LONDON.- The first major exhibition dedicated to Harun Farocki and Hito Steyerl, who are often conceptually associated but whose works have never before been shown together in this way. Revered as pioneers in the fields of documentary film and new media art across two generations, the artists’ expansive video installations interrogate organisational power structures, divisions of labour and the kaleidoscopic images that permeate contemporary society. Life Captured Still is curated by Antje Ehmann and Carles Guerra, with exhibition architecture by Luis Feduchi.
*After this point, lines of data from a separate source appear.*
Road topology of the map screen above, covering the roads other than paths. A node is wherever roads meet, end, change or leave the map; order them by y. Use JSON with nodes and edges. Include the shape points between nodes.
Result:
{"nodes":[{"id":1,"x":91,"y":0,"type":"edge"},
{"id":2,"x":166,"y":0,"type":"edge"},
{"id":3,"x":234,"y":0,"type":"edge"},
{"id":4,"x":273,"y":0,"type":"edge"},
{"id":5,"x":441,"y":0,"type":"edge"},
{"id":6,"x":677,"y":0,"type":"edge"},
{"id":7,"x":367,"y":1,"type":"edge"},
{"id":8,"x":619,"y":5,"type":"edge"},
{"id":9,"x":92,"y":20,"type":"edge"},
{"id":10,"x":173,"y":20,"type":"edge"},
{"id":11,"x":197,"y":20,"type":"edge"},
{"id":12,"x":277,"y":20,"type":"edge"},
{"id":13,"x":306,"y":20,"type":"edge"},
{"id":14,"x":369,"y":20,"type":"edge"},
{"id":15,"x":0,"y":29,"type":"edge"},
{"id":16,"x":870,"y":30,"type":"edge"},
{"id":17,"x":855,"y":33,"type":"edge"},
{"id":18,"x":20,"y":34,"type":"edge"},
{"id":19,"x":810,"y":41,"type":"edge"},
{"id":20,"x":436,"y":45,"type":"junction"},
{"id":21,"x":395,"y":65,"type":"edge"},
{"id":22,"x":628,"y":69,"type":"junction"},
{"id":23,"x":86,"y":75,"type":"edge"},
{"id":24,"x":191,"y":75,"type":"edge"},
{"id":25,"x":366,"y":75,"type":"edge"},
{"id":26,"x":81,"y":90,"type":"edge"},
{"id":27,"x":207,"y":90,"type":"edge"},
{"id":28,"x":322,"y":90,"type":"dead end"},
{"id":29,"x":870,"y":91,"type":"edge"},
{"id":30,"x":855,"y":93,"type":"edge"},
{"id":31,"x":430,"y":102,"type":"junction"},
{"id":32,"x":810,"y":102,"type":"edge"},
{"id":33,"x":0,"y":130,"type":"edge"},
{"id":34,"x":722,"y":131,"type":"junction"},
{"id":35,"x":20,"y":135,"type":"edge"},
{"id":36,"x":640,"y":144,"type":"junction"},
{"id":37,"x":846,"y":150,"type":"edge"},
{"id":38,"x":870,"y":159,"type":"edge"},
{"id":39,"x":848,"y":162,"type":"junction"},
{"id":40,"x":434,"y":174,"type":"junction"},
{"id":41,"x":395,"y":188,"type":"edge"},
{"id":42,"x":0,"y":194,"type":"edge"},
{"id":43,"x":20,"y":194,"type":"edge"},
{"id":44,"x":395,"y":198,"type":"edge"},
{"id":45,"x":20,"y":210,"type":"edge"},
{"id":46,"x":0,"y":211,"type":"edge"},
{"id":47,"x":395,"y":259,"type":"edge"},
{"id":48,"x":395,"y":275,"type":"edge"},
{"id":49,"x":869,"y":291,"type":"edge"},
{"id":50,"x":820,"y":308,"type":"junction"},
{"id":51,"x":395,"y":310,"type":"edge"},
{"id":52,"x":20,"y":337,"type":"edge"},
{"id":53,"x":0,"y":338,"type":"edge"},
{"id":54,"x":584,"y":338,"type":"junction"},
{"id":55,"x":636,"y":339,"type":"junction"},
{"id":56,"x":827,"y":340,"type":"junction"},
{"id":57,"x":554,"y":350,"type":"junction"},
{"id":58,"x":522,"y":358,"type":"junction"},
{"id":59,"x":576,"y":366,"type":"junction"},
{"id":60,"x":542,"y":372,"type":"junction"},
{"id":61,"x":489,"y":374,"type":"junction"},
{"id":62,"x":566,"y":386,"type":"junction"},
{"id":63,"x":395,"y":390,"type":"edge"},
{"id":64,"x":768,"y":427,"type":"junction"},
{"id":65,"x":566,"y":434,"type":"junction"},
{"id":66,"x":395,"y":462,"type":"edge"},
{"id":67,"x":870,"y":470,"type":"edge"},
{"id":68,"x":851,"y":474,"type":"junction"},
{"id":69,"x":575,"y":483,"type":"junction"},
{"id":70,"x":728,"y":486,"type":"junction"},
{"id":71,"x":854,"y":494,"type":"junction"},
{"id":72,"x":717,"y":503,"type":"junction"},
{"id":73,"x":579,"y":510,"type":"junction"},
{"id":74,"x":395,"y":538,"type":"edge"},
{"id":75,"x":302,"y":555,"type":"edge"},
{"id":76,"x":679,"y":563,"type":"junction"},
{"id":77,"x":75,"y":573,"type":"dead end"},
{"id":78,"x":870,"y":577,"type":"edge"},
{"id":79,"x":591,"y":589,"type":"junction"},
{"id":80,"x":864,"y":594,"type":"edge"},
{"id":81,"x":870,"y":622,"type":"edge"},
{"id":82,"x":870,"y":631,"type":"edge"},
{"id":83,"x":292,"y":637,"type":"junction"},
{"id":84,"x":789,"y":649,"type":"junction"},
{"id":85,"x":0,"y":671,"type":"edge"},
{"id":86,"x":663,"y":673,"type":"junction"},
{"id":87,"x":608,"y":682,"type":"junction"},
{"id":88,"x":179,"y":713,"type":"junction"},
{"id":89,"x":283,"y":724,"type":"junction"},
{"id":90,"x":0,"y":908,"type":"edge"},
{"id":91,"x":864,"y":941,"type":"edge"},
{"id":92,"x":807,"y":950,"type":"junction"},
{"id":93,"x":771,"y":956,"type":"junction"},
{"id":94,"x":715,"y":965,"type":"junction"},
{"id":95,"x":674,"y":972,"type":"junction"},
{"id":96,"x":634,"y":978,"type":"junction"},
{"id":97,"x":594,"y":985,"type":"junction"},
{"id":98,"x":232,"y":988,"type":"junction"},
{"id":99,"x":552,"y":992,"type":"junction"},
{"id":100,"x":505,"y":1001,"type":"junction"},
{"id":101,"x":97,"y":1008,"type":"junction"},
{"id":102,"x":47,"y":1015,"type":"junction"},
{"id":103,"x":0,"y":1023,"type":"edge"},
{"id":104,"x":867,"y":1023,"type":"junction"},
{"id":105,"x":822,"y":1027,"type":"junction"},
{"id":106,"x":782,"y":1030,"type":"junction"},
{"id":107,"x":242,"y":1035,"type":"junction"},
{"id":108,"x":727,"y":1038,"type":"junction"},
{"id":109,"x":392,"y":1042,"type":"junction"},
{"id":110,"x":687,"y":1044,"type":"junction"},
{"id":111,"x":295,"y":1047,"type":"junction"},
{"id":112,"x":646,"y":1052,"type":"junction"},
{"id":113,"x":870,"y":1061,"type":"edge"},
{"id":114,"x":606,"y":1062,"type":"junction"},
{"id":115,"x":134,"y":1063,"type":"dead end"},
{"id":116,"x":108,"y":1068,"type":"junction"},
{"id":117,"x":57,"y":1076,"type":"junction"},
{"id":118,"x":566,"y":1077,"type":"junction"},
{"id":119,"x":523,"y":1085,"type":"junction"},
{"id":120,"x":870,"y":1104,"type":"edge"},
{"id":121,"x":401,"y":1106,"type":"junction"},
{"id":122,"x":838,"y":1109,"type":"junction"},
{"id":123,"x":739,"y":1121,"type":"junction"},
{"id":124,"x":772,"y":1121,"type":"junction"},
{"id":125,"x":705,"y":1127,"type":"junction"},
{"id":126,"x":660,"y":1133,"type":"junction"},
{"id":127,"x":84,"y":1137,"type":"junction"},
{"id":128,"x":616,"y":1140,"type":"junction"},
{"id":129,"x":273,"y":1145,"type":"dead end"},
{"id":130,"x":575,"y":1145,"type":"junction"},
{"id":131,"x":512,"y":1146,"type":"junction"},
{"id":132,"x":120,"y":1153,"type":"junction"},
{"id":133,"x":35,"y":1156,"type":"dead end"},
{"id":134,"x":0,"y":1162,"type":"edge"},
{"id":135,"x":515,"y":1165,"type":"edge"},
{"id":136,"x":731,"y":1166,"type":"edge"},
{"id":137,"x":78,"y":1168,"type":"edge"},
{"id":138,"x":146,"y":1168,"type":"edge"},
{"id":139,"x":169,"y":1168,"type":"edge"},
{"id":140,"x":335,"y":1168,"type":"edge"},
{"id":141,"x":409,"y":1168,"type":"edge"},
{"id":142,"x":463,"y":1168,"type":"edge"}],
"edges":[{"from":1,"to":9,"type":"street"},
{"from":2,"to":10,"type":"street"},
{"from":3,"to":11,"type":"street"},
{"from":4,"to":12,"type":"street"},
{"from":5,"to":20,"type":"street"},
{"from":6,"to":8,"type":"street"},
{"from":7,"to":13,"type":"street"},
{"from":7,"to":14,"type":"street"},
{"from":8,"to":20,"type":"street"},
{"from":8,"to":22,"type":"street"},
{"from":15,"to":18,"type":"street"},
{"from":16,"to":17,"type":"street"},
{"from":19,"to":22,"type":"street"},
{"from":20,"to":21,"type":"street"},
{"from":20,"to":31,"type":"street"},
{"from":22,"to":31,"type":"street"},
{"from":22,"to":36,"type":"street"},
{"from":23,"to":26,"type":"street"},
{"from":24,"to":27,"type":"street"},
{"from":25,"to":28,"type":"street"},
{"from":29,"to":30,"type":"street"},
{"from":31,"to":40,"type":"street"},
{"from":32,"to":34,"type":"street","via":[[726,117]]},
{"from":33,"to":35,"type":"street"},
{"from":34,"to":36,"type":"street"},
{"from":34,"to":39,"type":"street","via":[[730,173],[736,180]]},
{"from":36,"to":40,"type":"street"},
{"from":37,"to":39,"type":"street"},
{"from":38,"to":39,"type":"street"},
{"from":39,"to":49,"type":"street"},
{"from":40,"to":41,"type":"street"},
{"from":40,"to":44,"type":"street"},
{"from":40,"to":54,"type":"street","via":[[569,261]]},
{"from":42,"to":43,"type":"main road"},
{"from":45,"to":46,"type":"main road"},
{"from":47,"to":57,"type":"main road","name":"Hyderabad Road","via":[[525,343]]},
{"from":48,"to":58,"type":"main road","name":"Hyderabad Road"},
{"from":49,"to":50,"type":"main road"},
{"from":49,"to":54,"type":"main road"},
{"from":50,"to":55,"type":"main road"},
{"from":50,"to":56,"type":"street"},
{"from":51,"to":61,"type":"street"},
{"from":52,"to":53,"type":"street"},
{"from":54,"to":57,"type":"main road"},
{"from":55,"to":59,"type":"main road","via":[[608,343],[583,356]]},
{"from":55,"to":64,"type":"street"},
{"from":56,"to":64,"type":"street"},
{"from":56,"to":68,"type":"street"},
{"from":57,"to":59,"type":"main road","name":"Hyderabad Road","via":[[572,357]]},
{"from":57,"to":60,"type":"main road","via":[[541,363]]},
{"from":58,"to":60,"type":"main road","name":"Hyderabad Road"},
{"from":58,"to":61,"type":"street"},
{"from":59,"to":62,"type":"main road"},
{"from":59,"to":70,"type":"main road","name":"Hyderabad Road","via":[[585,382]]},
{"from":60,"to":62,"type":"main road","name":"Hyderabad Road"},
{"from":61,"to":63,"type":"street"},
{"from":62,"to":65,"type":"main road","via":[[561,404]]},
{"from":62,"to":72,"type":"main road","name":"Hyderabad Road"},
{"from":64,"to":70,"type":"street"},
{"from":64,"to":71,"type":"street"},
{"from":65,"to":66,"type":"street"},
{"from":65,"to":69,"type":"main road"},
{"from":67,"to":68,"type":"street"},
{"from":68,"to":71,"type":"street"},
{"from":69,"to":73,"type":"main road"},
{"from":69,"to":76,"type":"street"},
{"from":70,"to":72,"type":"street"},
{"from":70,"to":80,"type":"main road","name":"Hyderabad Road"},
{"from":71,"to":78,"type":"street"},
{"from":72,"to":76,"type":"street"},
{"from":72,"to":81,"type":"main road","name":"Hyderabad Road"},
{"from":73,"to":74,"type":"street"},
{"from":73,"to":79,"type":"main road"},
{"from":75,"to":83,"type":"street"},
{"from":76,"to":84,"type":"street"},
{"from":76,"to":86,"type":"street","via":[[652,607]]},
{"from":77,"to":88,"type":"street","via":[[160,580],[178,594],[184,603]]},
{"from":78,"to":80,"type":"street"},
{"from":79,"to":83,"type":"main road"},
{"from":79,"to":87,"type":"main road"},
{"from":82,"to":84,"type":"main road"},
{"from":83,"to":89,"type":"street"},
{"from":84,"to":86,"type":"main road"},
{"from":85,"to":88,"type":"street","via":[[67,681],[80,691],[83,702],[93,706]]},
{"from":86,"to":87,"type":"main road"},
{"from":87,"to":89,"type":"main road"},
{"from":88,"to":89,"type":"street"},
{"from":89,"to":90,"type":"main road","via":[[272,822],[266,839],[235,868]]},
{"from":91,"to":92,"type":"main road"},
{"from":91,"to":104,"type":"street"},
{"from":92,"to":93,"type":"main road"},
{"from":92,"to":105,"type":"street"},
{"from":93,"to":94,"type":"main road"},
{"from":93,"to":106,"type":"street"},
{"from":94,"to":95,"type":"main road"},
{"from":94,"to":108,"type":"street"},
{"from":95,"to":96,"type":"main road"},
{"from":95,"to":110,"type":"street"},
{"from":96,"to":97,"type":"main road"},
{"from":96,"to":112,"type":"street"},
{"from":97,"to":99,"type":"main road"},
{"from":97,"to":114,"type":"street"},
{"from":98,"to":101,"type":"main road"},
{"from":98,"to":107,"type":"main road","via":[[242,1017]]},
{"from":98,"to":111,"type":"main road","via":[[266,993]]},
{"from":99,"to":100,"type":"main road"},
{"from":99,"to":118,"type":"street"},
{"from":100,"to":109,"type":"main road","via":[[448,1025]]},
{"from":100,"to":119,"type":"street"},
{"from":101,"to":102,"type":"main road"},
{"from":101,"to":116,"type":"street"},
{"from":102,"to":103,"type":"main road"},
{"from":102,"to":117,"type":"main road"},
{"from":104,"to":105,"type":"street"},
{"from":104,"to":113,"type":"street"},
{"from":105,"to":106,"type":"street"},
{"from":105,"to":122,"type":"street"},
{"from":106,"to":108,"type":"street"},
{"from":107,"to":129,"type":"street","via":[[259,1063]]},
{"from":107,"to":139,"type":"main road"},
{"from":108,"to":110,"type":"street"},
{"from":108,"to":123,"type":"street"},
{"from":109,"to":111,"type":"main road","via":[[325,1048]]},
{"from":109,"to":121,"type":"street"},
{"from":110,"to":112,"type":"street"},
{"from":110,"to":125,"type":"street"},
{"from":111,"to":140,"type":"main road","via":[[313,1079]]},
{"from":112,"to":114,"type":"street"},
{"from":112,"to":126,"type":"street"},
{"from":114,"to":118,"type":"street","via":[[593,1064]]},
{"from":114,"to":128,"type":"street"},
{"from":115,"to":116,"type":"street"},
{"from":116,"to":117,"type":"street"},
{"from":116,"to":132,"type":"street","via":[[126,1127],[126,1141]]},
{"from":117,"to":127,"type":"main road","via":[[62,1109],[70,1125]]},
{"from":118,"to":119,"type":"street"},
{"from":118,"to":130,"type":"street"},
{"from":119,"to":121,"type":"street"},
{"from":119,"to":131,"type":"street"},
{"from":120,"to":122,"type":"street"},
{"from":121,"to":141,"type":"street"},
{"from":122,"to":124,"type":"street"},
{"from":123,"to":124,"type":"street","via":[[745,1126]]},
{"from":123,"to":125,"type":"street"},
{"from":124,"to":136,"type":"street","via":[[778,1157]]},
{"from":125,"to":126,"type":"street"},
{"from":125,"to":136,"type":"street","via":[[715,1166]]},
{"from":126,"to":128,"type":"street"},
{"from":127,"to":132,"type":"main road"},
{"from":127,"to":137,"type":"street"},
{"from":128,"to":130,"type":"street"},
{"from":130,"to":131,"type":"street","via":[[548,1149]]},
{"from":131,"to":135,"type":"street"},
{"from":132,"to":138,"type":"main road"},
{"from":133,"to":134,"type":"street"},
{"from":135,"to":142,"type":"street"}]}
Harun Farocki and Hito Steyerl are bound by a special form of collaboration, beyond any space-time framework. Though they belong to quite different generations, they share a stubborn critical attitude that dismantles the pervasive biopolitical regimes of late capitalism. When there is no hope for a better world, their images open up a crack in the system of art, no matter how discredited it might be. Call it the pragmatism of the hopeless.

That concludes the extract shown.